[Records from a data collection]
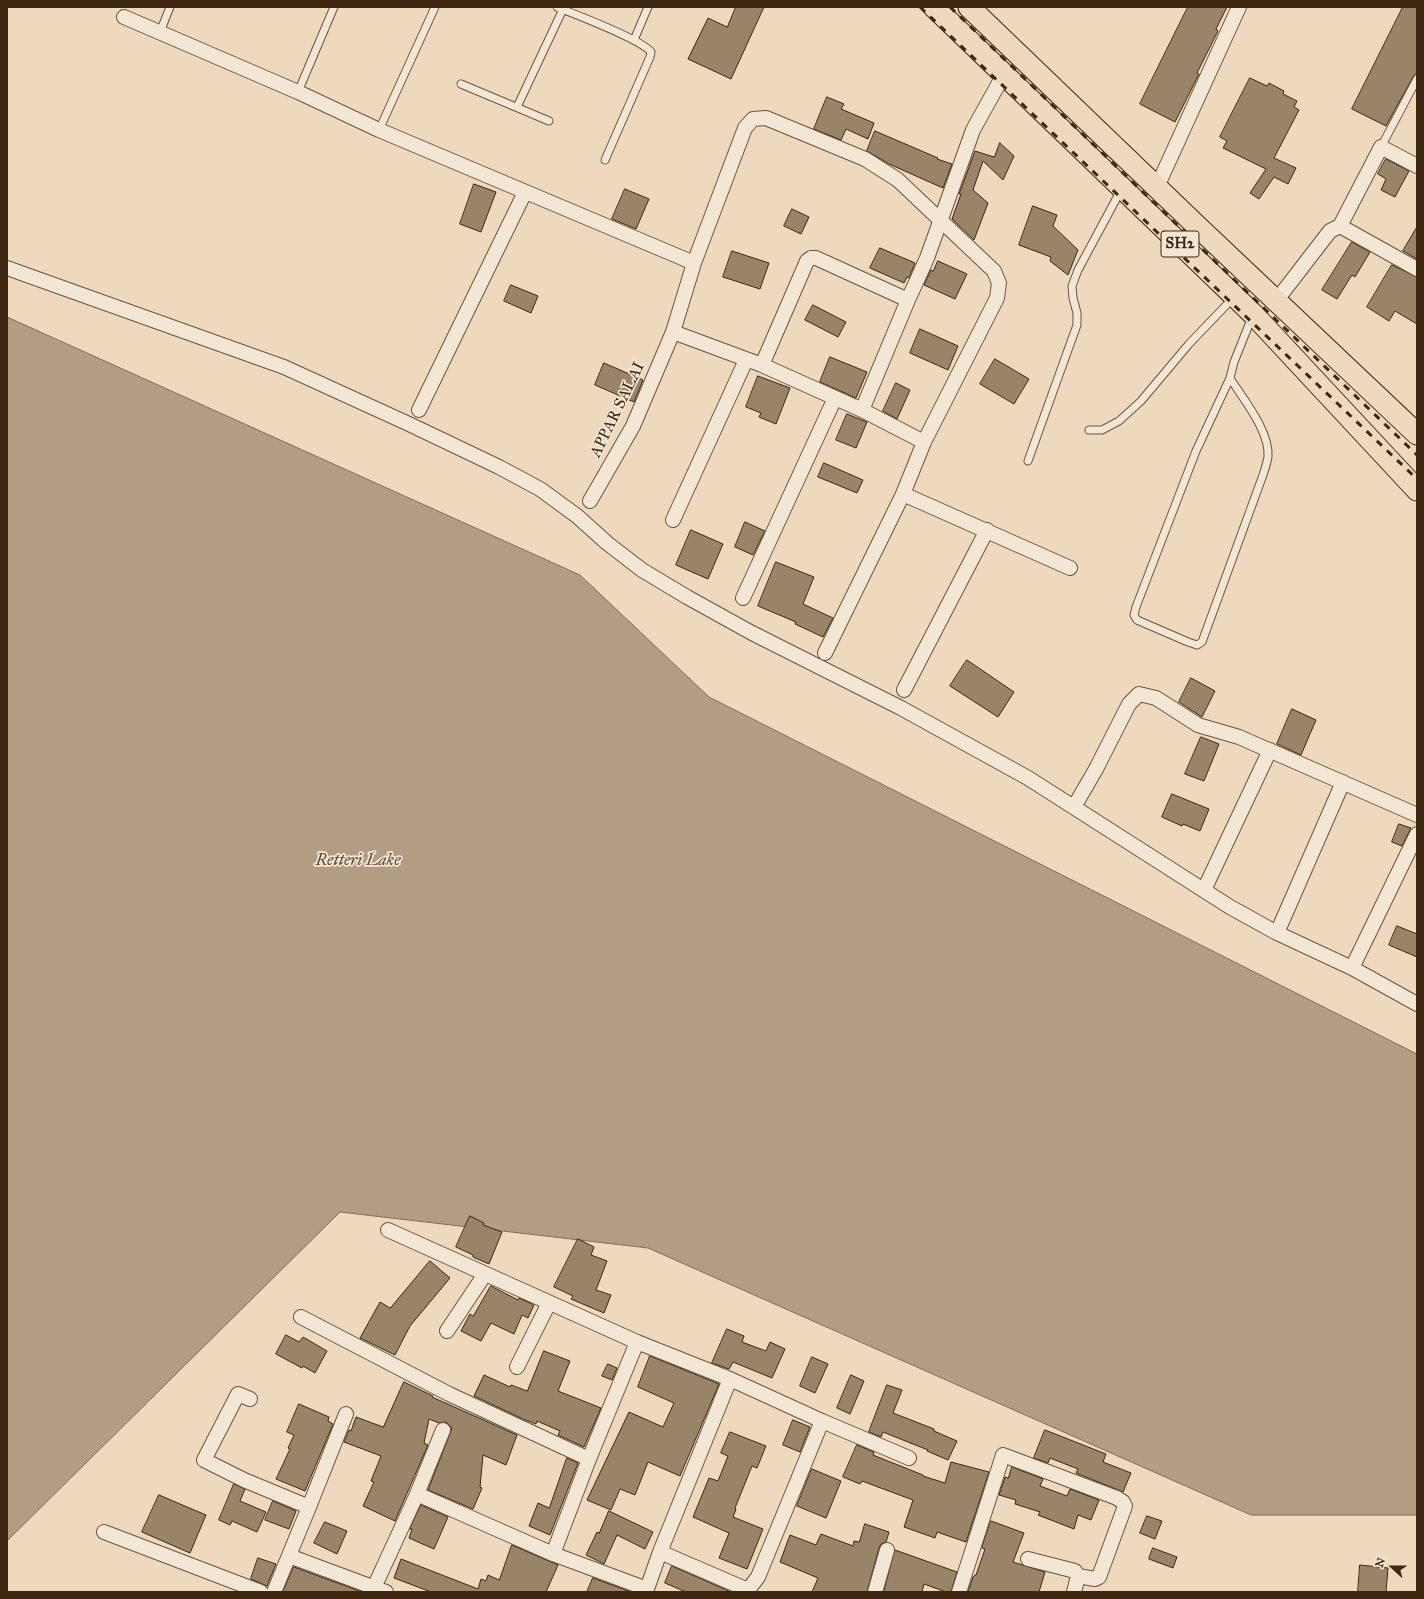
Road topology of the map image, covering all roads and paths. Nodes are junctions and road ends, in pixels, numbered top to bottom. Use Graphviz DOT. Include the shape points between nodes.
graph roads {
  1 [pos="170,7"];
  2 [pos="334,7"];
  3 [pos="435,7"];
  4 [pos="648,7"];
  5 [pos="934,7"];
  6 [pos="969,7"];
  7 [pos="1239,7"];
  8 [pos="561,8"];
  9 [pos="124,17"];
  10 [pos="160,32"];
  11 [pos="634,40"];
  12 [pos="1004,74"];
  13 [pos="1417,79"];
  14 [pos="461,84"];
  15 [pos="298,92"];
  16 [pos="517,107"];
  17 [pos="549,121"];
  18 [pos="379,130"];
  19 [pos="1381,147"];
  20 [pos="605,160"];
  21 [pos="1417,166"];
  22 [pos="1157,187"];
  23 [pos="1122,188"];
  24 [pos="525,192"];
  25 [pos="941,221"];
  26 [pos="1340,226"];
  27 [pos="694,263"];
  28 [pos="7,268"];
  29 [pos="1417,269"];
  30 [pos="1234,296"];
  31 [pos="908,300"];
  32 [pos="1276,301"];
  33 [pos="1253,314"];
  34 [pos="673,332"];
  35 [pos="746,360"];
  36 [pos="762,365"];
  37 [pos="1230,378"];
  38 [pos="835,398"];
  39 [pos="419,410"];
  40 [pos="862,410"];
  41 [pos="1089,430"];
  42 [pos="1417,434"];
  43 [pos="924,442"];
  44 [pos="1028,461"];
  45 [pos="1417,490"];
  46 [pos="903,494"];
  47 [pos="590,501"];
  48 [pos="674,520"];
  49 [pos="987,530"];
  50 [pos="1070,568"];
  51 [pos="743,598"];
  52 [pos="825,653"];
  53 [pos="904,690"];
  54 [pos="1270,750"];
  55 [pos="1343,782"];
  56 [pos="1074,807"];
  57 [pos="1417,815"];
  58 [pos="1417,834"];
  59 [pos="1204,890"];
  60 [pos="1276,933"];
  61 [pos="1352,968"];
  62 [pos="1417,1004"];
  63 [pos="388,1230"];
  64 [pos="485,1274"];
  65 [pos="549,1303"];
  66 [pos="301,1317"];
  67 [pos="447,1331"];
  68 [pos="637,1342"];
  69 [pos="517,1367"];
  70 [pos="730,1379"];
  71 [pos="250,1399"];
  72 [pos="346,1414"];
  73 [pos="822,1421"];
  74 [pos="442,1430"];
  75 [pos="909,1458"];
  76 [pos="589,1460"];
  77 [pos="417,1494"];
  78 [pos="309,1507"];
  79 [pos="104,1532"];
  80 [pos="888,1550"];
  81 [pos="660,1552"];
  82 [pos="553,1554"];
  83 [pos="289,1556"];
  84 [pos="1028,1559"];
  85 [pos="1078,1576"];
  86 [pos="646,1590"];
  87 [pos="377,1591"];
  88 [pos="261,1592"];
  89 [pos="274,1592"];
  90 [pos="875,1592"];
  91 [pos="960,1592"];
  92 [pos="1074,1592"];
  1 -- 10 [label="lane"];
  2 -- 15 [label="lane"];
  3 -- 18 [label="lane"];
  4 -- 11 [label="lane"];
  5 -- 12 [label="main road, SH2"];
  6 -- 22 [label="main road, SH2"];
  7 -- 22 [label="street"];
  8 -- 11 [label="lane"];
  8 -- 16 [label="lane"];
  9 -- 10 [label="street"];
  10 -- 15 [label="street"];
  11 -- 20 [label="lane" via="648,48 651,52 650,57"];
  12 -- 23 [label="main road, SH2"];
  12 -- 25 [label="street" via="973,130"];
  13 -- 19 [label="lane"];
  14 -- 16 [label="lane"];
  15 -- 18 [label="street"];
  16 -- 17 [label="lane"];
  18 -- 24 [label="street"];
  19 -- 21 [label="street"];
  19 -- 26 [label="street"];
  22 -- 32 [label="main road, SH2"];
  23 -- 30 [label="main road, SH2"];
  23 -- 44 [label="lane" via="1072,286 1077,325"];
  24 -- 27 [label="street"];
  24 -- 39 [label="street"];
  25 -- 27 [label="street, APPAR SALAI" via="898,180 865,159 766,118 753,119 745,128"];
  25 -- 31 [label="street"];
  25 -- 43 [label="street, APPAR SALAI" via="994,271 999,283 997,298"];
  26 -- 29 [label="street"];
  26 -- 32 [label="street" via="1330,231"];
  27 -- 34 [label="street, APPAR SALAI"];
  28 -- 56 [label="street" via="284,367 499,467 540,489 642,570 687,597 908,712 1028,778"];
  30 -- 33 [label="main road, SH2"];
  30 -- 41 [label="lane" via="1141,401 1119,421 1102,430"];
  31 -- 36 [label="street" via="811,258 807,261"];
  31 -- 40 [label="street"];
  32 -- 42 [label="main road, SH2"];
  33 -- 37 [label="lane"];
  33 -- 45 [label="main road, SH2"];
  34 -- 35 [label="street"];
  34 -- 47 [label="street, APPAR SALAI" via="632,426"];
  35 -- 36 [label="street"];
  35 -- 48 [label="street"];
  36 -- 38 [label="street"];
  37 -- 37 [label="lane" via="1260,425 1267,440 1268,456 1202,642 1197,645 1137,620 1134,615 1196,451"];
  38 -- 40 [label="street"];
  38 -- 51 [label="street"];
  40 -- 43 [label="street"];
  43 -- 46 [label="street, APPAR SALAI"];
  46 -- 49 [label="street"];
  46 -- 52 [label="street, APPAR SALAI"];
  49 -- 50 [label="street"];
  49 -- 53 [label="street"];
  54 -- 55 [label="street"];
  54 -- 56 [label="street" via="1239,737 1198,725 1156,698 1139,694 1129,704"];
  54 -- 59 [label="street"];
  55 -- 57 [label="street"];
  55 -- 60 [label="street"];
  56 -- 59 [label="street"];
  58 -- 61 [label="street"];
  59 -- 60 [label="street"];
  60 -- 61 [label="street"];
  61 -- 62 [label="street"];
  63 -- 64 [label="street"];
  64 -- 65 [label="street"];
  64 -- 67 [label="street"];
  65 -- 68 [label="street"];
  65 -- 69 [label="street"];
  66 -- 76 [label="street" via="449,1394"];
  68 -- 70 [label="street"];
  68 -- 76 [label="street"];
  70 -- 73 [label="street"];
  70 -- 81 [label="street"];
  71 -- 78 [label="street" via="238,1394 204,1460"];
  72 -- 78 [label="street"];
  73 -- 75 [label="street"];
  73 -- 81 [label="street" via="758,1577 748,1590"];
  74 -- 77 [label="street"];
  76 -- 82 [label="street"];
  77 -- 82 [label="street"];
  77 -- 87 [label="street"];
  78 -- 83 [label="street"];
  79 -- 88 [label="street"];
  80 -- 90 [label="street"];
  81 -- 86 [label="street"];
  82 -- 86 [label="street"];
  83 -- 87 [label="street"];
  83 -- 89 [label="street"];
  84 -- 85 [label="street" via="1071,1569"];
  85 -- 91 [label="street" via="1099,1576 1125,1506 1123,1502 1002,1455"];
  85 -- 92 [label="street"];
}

▶ _Problem_: The records above should be copied word for word, with the pictures left out.

▶ _Completed exercise_:
Road topology of the map image, covering all roads and paths. Nodes are junctions and road ends, in pixels, numbered top to bottom. Use Graphviz DOT. Include the shape points between nodes.
graph roads {
  1 [pos="170,7"];
  2 [pos="334,7"];
  3 [pos="435,7"];
  4 [pos="648,7"];
  5 [pos="934,7"];
  6 [pos="969,7"];
  7 [pos="1239,7"];
  8 [pos="561,8"];
  9 [pos="124,17"];
  10 [pos="160,32"];
  11 [pos="634,40"];
  12 [pos="1004,74"];
  13 [pos="1417,79"];
  14 [pos="461,84"];
  15 [pos="298,92"];
  16 [pos="517,107"];
  17 [pos="549,121"];
  18 [pos="379,130"];
  19 [pos="1381,147"];
  20 [pos="605,160"];
  21 [pos="1417,166"];
  22 [pos="1157,187"];
  23 [pos="1122,188"];
  24 [pos="525,192"];
  25 [pos="941,221"];
  26 [pos="1340,226"];
  27 [pos="694,263"];
  28 [pos="7,268"];
  29 [pos="1417,269"];
  30 [pos="1234,296"];
  31 [pos="908,300"];
  32 [pos="1276,301"];
  33 [pos="1253,314"];
  34 [pos="673,332"];
  35 [pos="746,360"];
  36 [pos="762,365"];
  37 [pos="1230,378"];
  38 [pos="835,398"];
  39 [pos="419,410"];
  40 [pos="862,410"];
  41 [pos="1089,430"];
  42 [pos="1417,434"];
  43 [pos="924,442"];
  44 [pos="1028,461"];
  45 [pos="1417,490"];
  46 [pos="903,494"];
  47 [pos="590,501"];
  48 [pos="674,520"];
  49 [pos="987,530"];
  50 [pos="1070,568"];
  51 [pos="743,598"];
  52 [pos="825,653"];
  53 [pos="904,690"];
  54 [pos="1270,750"];
  55 [pos="1343,782"];
  56 [pos="1074,807"];
  57 [pos="1417,815"];
  58 [pos="1417,834"];
  59 [pos="1204,890"];
  60 [pos="1276,933"];
  61 [pos="1352,968"];
  62 [pos="1417,1004"];
  63 [pos="388,1230"];
  64 [pos="485,1274"];
  65 [pos="549,1303"];
  66 [pos="301,1317"];
  67 [pos="447,1331"];
  68 [pos="637,1342"];
  69 [pos="517,1367"];
  70 [pos="730,1379"];
  71 [pos="250,1399"];
  72 [pos="346,1414"];
  73 [pos="822,1421"];
  74 [pos="442,1430"];
  75 [pos="909,1458"];
  76 [pos="589,1460"];
  77 [pos="417,1494"];
  78 [pos="309,1507"];
  79 [pos="104,1532"];
  80 [pos="888,1550"];
  81 [pos="660,1552"];
  82 [pos="553,1554"];
  83 [pos="289,1556"];
  84 [pos="1028,1559"];
  85 [pos="1078,1576"];
  86 [pos="646,1590"];
  87 [pos="377,1591"];
  88 [pos="261,1592"];
  89 [pos="274,1592"];
  90 [pos="875,1592"];
  91 [pos="960,1592"];
  92 [pos="1074,1592"];
  1 -- 10 [label="lane"];
  2 -- 15 [label="lane"];
  3 -- 18 [label="lane"];
  4 -- 11 [label="lane"];
  5 -- 12 [label="main road, SH2"];
  6 -- 22 [label="main road, SH2"];
  7 -- 22 [label="street"];
  8 -- 11 [label="lane"];
  8 -- 16 [label="lane"];
  9 -- 10 [label="street"];
  10 -- 15 [label="street"];
  11 -- 20 [label="lane" via="648,48 651,52 650,57"];
  12 -- 23 [label="main road, SH2"];
  12 -- 25 [label="street" via="973,130"];
  13 -- 19 [label="lane"];
  14 -- 16 [label="lane"];
  15 -- 18 [label="street"];
  16 -- 17 [label="lane"];
  18 -- 24 [label="street"];
  19 -- 21 [label="street"];
  19 -- 26 [label="street"];
  22 -- 32 [label="main road, SH2"];
  23 -- 30 [label="main road, SH2"];
  23 -- 44 [label="lane" via="1072,286 1077,325"];
  24 -- 27 [label="street"];
  24 -- 39 [label="street"];
  25 -- 27 [label="street, APPAR SALAI" via="898,180 865,159 766,118 753,119 745,128"];
  25 -- 31 [label="street"];
  25 -- 43 [label="street, APPAR SALAI" via="994,271 999,283 997,298"];
  26 -- 29 [label="street"];
  26 -- 32 [label="street" via="1330,231"];
  27 -- 34 [label="street, APPAR SALAI"];
  28 -- 56 [label="street" via="284,367 499,467 540,489 642,570 687,597 908,712 1028,778"];
  30 -- 33 [label="main road, SH2"];
  30 -- 41 [label="lane" via="1141,401 1119,421 1102,430"];
  31 -- 36 [label="street" via="811,258 807,261"];
  31 -- 40 [label="street"];
  32 -- 42 [label="main road, SH2"];
  33 -- 37 [label="lane"];
  33 -- 45 [label="main road, SH2"];
  34 -- 35 [label="street"];
  34 -- 47 [label="street, APPAR SALAI" via="632,426"];
  35 -- 36 [label="street"];
  35 -- 48 [label="street"];
  36 -- 38 [label="street"];
  37 -- 37 [label="lane" via="1260,425 1267,440 1268,456 1202,642 1197,645 1137,620 1134,615 1196,451"];
  38 -- 40 [label="street"];
  38 -- 51 [label="street"];
  40 -- 43 [label="street"];
  43 -- 46 [label="street, APPAR SALAI"];
  46 -- 49 [label="street"];
  46 -- 52 [label="street, APPAR SALAI"];
  49 -- 50 [label="street"];
  49 -- 53 [label="street"];
  54 -- 55 [label="street"];
  54 -- 56 [label="street" via="1239,737 1198,725 1156,698 1139,694 1129,704"];
  54 -- 59 [label="street"];
  55 -- 57 [label="street"];
  55 -- 60 [label="street"];
  56 -- 59 [label="street"];
  58 -- 61 [label="street"];
  59 -- 60 [label="street"];
  60 -- 61 [label="street"];
  61 -- 62 [label="street"];
  63 -- 64 [label="street"];
  64 -- 65 [label="street"];
  64 -- 67 [label="street"];
  65 -- 68 [label="street"];
  65 -- 69 [label="street"];
  66 -- 76 [label="street" via="449,1394"];
  68 -- 70 [label="street"];
  68 -- 76 [label="street"];
  70 -- 73 [label="street"];
  70 -- 81 [label="street"];
  71 -- 78 [label="street" via="238,1394 204,1460"];
  72 -- 78 [label="street"];
  73 -- 75 [label="street"];
  73 -- 81 [label="street" via="758,1577 748,1590"];
  74 -- 77 [label="street"];
  76 -- 82 [label="street"];
  77 -- 82 [label="street"];
  77 -- 87 [label="street"];
  78 -- 83 [label="street"];
  79 -- 88 [label="street"];
  80 -- 90 [label="street"];
  81 -- 86 [label="street"];
  82 -- 86 [label="street"];
  83 -- 87 [label="street"];
  83 -- 89 [label="street"];
  84 -- 85 [label="street" via="1071,1569"];
  85 -- 91 [label="street" via="1099,1576 1125,1506 1123,1502 1002,1455"];
  85 -- 92 [label="street"];
}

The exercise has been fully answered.